Expected number of distinct elements in a sample

Question

In a random sampling with replacement from a population with $N$ distinct elements, let $X$ be the number of distinct elements included in the sample.If $n$ be the sample size, find $E(X)$ and $V(X)$

What I attempted
I am not sure whether my approach is correct or not.
I think minimum value $X$ can take is $1$, that is, all the elements of the sample is same. Since there are $N$ elements in the population the required probability is $\frac{N}{N^n}$
Similarly, $P(X=2)=\frac{N(N-1)}{N^n}$
$P(X=3)=\frac{N(N-1)(N-2)}{N^n}$

(Proceeding in this way), I have

$P(X=n)=\frac{N(N-1)(N-2).............(N-n+1)}{N^n}$
Therefore, $E(X)=1.\frac{N}{N^n}+2.\frac{N(N-1)}{N^n}+...........+n.\frac{N(N-1)(N-2)}{N^n}=\frac{1}{N^n}(\sum_{k=1}^{n} k. ^NP_k)$

However, after the examination, some of my classmates pointed out that they got something different. Their answer was $E(X)=N[1-(\frac{N-1}{N})^n]$
One of them asked me why I did not use the recurrence relation. I was not able to understand what he was meaning.

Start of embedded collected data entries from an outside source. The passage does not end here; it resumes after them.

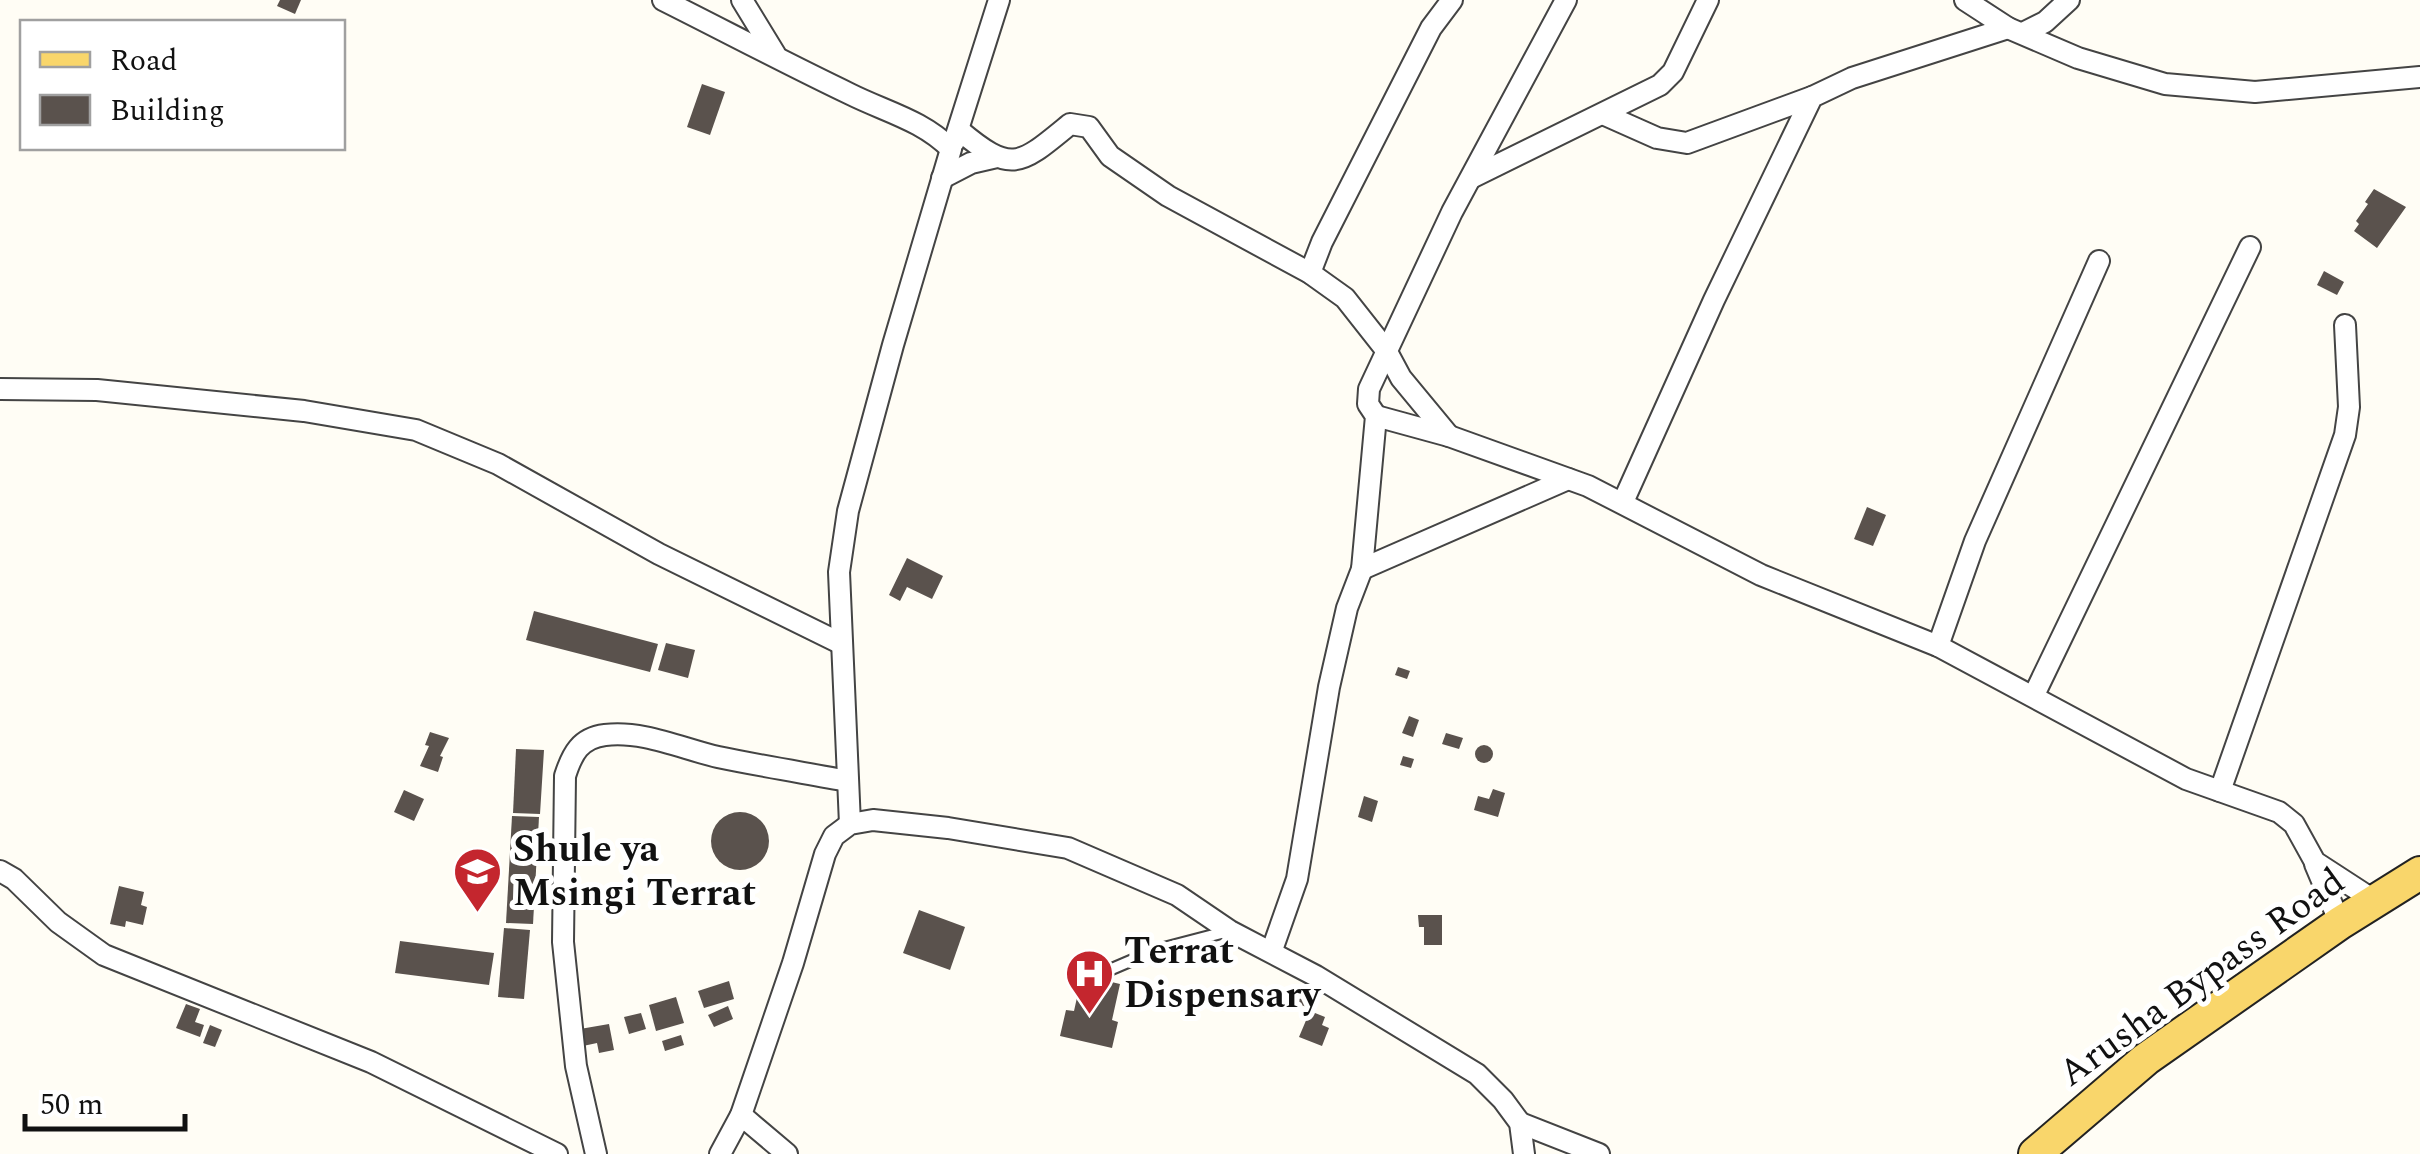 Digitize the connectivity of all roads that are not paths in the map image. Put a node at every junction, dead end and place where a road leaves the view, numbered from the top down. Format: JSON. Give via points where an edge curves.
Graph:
{"nodes":[{"id":1,"x":663,"y":0,"type":"edge"},
{"id":2,"x":742,"y":0,"type":"edge"},
{"id":3,"x":999,"y":0,"type":"edge"},
{"id":4,"x":1452,"y":0,"type":"edge"},
{"id":5,"x":1566,"y":0,"type":"edge"},
{"id":6,"x":1708,"y":0,"type":"edge"},
{"id":7,"x":1965,"y":0,"type":"edge"},
{"id":8,"x":2070,"y":0,"type":"edge"},
{"id":9,"x":2016,"y":30,"type":"junction"},
{"id":10,"x":776,"y":56,"type":"junction"},
{"id":11,"x":2420,"y":78,"type":"edge"},
{"id":12,"x":1660,"y":85,"type":"junction"},
{"id":13,"x":1812,"y":97,"type":"junction"},
{"id":14,"x":1604,"y":114,"type":"junction"},
{"id":15,"x":1648,"y":133,"type":"junction"},
{"id":16,"x":955,"y":139,"type":"junction"},
{"id":17,"x":997,"y":158,"type":"junction"},
{"id":18,"x":942,"y":178,"type":"junction"},
{"id":19,"x":1470,"y":179,"type":"junction"},
{"id":20,"x":2250,"y":247,"type":"dead end"},
{"id":21,"x":2099,"y":262,"type":"dead end"},
{"id":22,"x":1310,"y":273,"type":"junction"},
{"id":23,"x":2345,"y":325,"type":"dead end"},
{"id":24,"x":1386,"y":350,"type":"junction"},
{"id":25,"x":0,"y":389,"type":"edge"},
{"id":26,"x":1376,"y":416,"type":"junction"},
{"id":27,"x":1449,"y":436,"type":"junction"},
{"id":28,"x":1568,"y":479,"type":"junction"},
{"id":29,"x":1622,"y":502,"type":"junction"},
{"id":30,"x":1362,"y":569,"type":"junction"},
{"id":31,"x":840,"y":642,"type":"junction"},
{"id":32,"x":1938,"y":646,"type":"junction"},
{"id":33,"x":2034,"y":695,"type":"junction"},
{"id":34,"x":848,"y":781,"type":"junction"},
{"id":35,"x":2220,"y":791,"type":"junction"},
{"id":36,"x":850,"y":824,"type":"junction"},
{"id":37,"x":2315,"y":862,"type":"junction"},
{"id":38,"x":0,"y":871,"type":"edge"},
{"id":39,"x":2420,"y":874,"type":"edge"},
{"id":40,"x":2375,"y":901,"type":"junction"},
{"id":41,"x":2340,"y":924,"type":"junction"},
{"id":42,"x":1230,"y":931,"type":"junction"},
{"id":43,"x":1272,"y":950,"type":"junction"},
{"id":44,"x":1107,"y":971,"type":"dead end"},
{"id":45,"x":741,"y":1115,"type":"junction"},
{"id":46,"x":1520,"y":1124,"type":"junction"},
{"id":47,"x":557,"y":1154,"type":"edge"},
{"id":48,"x":596,"y":1154,"type":"edge"},
{"id":49,"x":720,"y":1154,"type":"edge"},
{"id":50,"x":787,"y":1154,"type":"edge"},
{"id":51,"x":1524,"y":1154,"type":"edge"},
{"id":52,"x":1599,"y":1154,"type":"edge"},
{"id":53,"x":2035,"y":1154,"type":"edge"}],
"edges":[{"from":1,"to":10,"type":"street"},
{"from":2,"to":10,"type":"street"},
{"from":3,"to":16,"type":"street"},
{"from":4,"to":22,"type":"street","via":[[1431,28]]},
{"from":5,"to":19,"type":"street"},
{"from":6,"to":12,"type":"street"},
{"from":7,"to":9,"type":"street"},
{"from":8,"to":9,"type":"street","via":[[2045,22]]},
{"from":9,"to":11,"type":"street","via":[[2078,58],[2165,84],[2254,92]]},
{"from":9,"to":13,"type":"street","via":[[1852,78]]},
{"from":10,"to":16,"type":"street"},
{"from":12,"to":14,"type":"street"},
{"from":12,"to":15,"type":"street"},
{"from":13,"to":15,"type":"street","via":[[1687,143]]},
{"from":13,"to":29,"type":"street"},
{"from":14,"to":15,"type":"street"},
{"from":14,"to":19,"type":"street"},
{"from":16,"to":17,"type":"street"},
{"from":16,"to":18,"type":"street"},
{"from":17,"to":18,"type":"street"},
{"from":17,"to":22,"type":"street","via":[[1024,158],[1070,124],[1084,124],[1123,166],[1168,196]]},
{"from":18,"to":31,"type":"street","via":[[848,511],[839,572]]},
{"from":19,"to":24,"type":"street"},
{"from":20,"to":33,"type":"street"},
{"from":21,"to":32,"type":"street","via":[[1975,541]]},
{"from":22,"to":24,"type":"street","via":[[1345,298]]},
{"from":23,"to":35,"type":"street","via":[[2345,435]]},
{"from":24,"to":26,"type":"street","via":[[1368,397]]},
{"from":24,"to":27,"type":"street"},
{"from":25,"to":31,"type":"street","via":[[97,390],[304,410],[416,430],[498,464],[659,554]]},
{"from":26,"to":27,"type":"street"},
{"from":26,"to":30,"type":"street"},
{"from":27,"to":28,"type":"street"},
{"from":28,"to":29,"type":"street"},
{"from":28,"to":30,"type":"street"},
{"from":29,"to":32,"type":"street","via":[[1761,575]]},
{"from":30,"to":43,"type":"street","via":[[1328,687],[1297,879]]},
{"from":31,"to":34,"type":"street"},
{"from":32,"to":33,"type":"street"},
{"from":33,"to":35,"type":"street"},
{"from":34,"to":36,"type":"street"},
{"from":34,"to":48,"type":"street","via":[[630,736],[605,735],[572,752],[565,776],[563,942],[576,1066]]},
{"from":35,"to":37,"type":"street","via":[[2279,812],[2294,824]]},
{"from":36,"to":42,"type":"street","via":[[948,828],[1068,848],[1177,896]]},
{"from":36,"to":45,"type":"street","via":[[825,854]]},
{"from":37,"to":40,"type":"street"},
{"from":37,"to":41,"type":"street"},
{"from":38,"to":47,"type":"street","via":[[104,955],[372,1062]]},
{"from":39,"to":40,"type":"main road","name":"Arusha Bypass Road"},
{"from":40,"to":41,"type":"main road","name":"Arusha Bypass Road"},
{"from":41,"to":53,"type":"main road","name":"Arusha Bypass Road","via":[[2146,1060]]},
{"from":42,"to":43,"type":"street"},
{"from":42,"to":44,"type":"lane"},
{"from":43,"to":46,"type":"street","via":[[1477,1074]]},
{"from":45,"to":49,"type":"street"},
{"from":45,"to":50,"type":"street"},
{"from":46,"to":51,"type":"street"},
{"from":46,"to":52,"type":"street"}]} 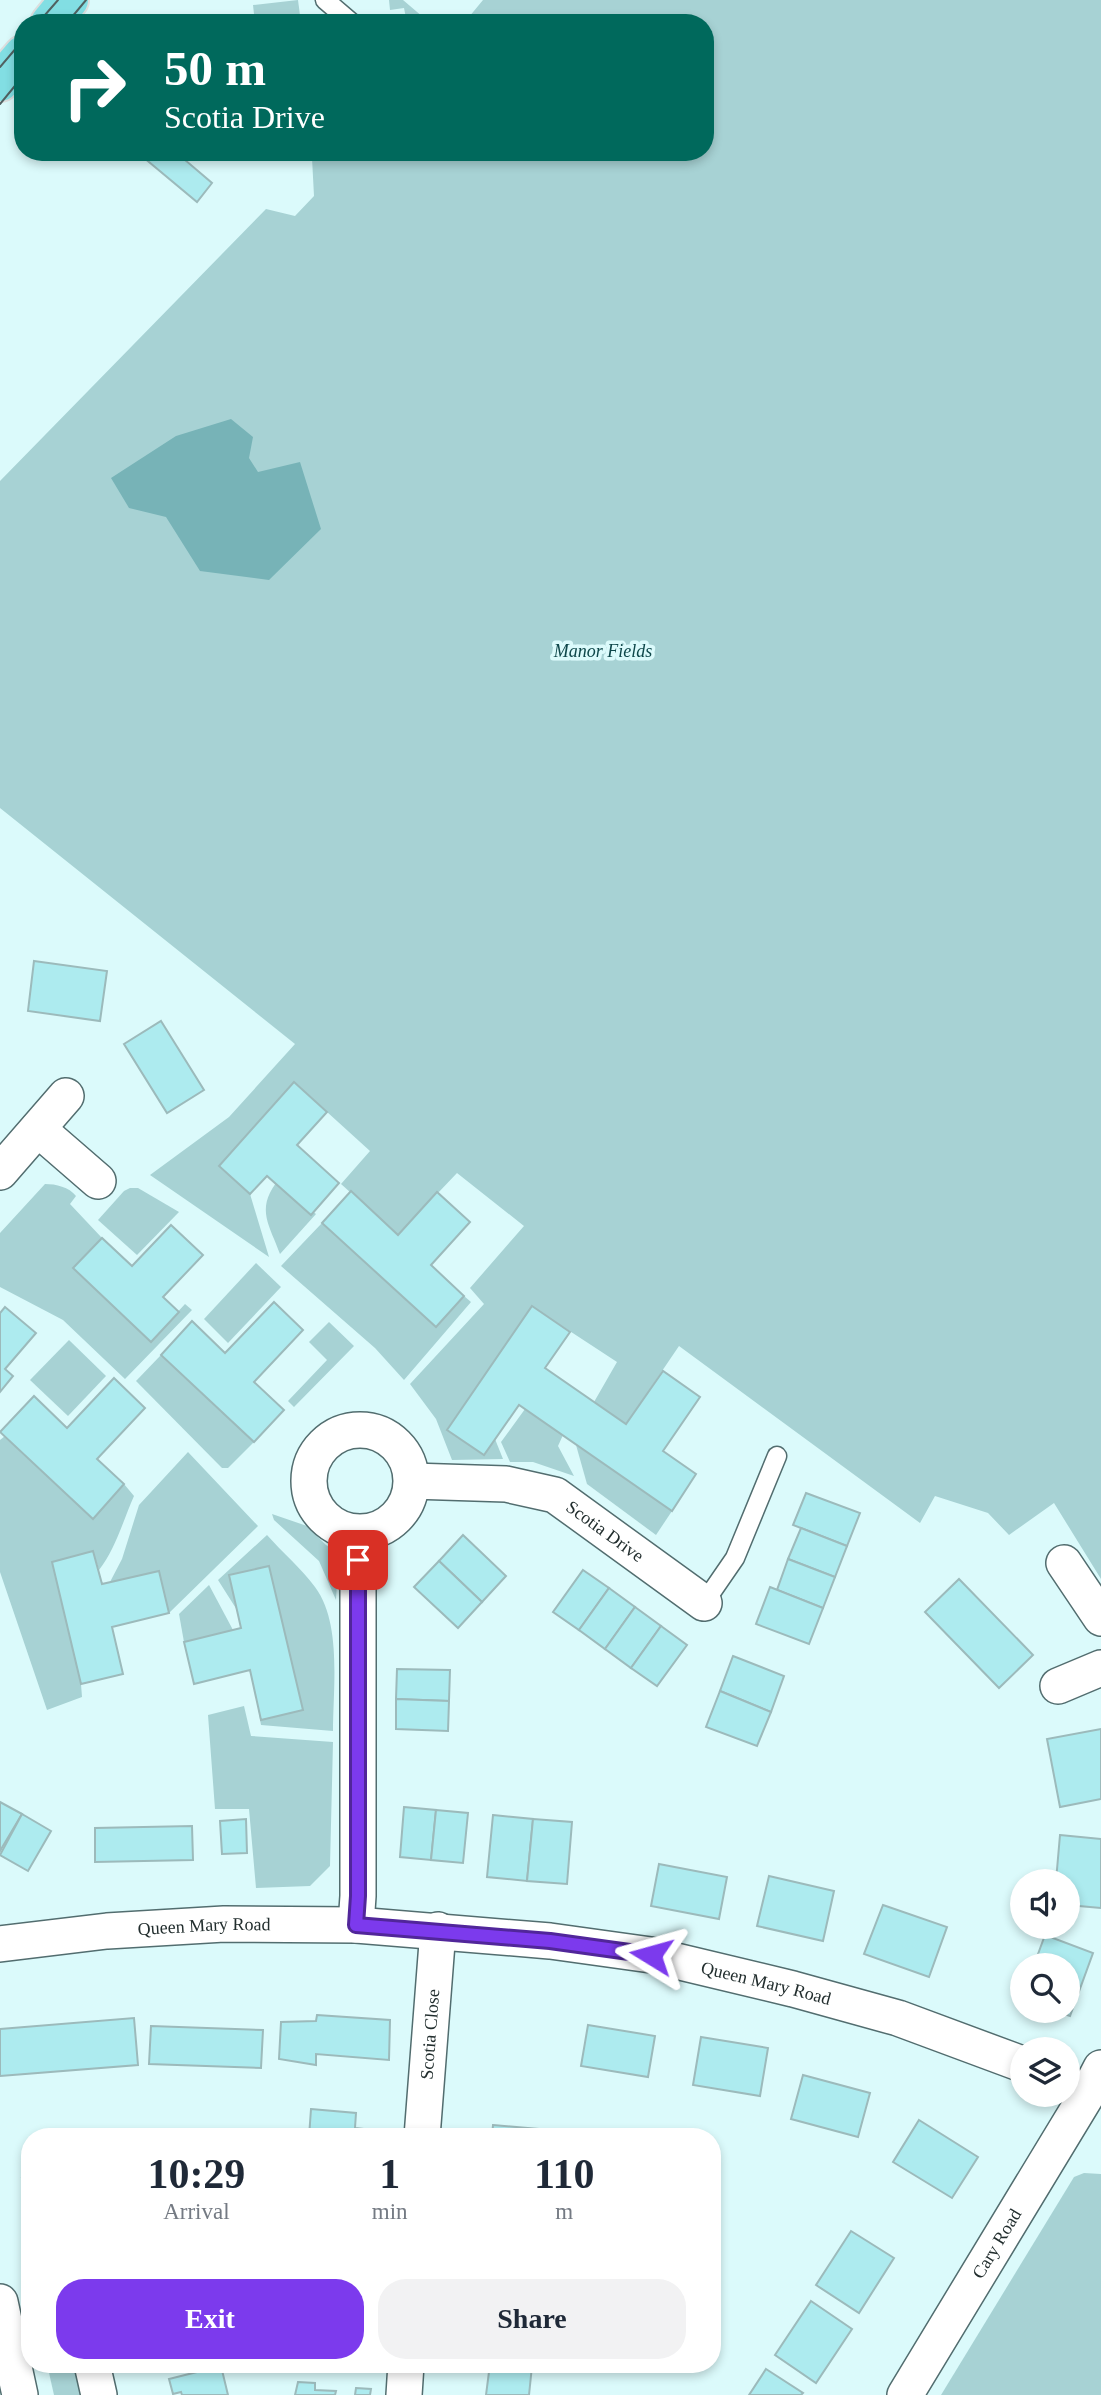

Is my approach correct? Have I made any mistake?

Answer 1

When counting random things, it is often powerful to adopt the method of indicator functions.

Let $Y_i$ be the $i$-th sample, and let $X_n$ be the number of distinct samples up to the $n$-th sampling. If we denote the indicator function of the event $A$ by $\mathbf{1}[A]$, then

\begin{align*} X_n &= X_{n-1} + \mathbf{1}[Y_n \notin \{Y_1, \cdots, Y_{n-1}\}] \\ &= \sum_{i=1}^{n} \mathbf{1}[Y_i \notin \{ Y_1, \cdots, Y_{i-1} \}]. \end{align*}

Now given the size $X_{n-1}$ of the set $\{Y_1, \cdots, Y_{n-1}\}$, we compute the following probability

$$ \mathsf{P}[Y_n \notin \{Y_1, \cdots, Y_{n-1}\} \mid X_{n-1}] = 1 - \frac{X_{n-1}}{N}. $$

So it follows that $\mathsf{E}[X_1] = 1$ and

$$ \mathsf{E}[X_n] = \mathsf{E}[X_{n-1}] + \mathsf{E}\left[ 1 - \frac{X_{n-1}}{N} \right] = 1 + \left( 1 - \frac{1}{N} \right) \mathsf{E}[X_{n-1}].$$

Solving this recurrence relation yields

$$ \mathsf{E}[X_n] = \sum_{k=0}^{n-1} \left( 1 - \frac{1}{N} \right)^k = N \left( 1 - \left(1 - \frac{1}{N}\right)^n \right) $$

as claimed by the classmates. $\mathsf{E}[X_n^2]$ can be computed in a similar way, from which you can compute the variance as well.

Answer 2

Another (easier?) way to use indicator variables:

Let $Z_i = 1$ if the $i$th sample has NOT appeared before, or $0$ if it has. So $E[Z_i] =$ probability all previous samples were different $= (\frac{N-1}{N})^{i-1}$.

Now $X = \sum_{i=1}^n Z_i$ so by linearity of expectations $E[X] = \sum_{i=1}^n (\frac{N-1}{N})^{i-1} = N ( 1 - (\frac{N-1}{N})^{n})$ as desired.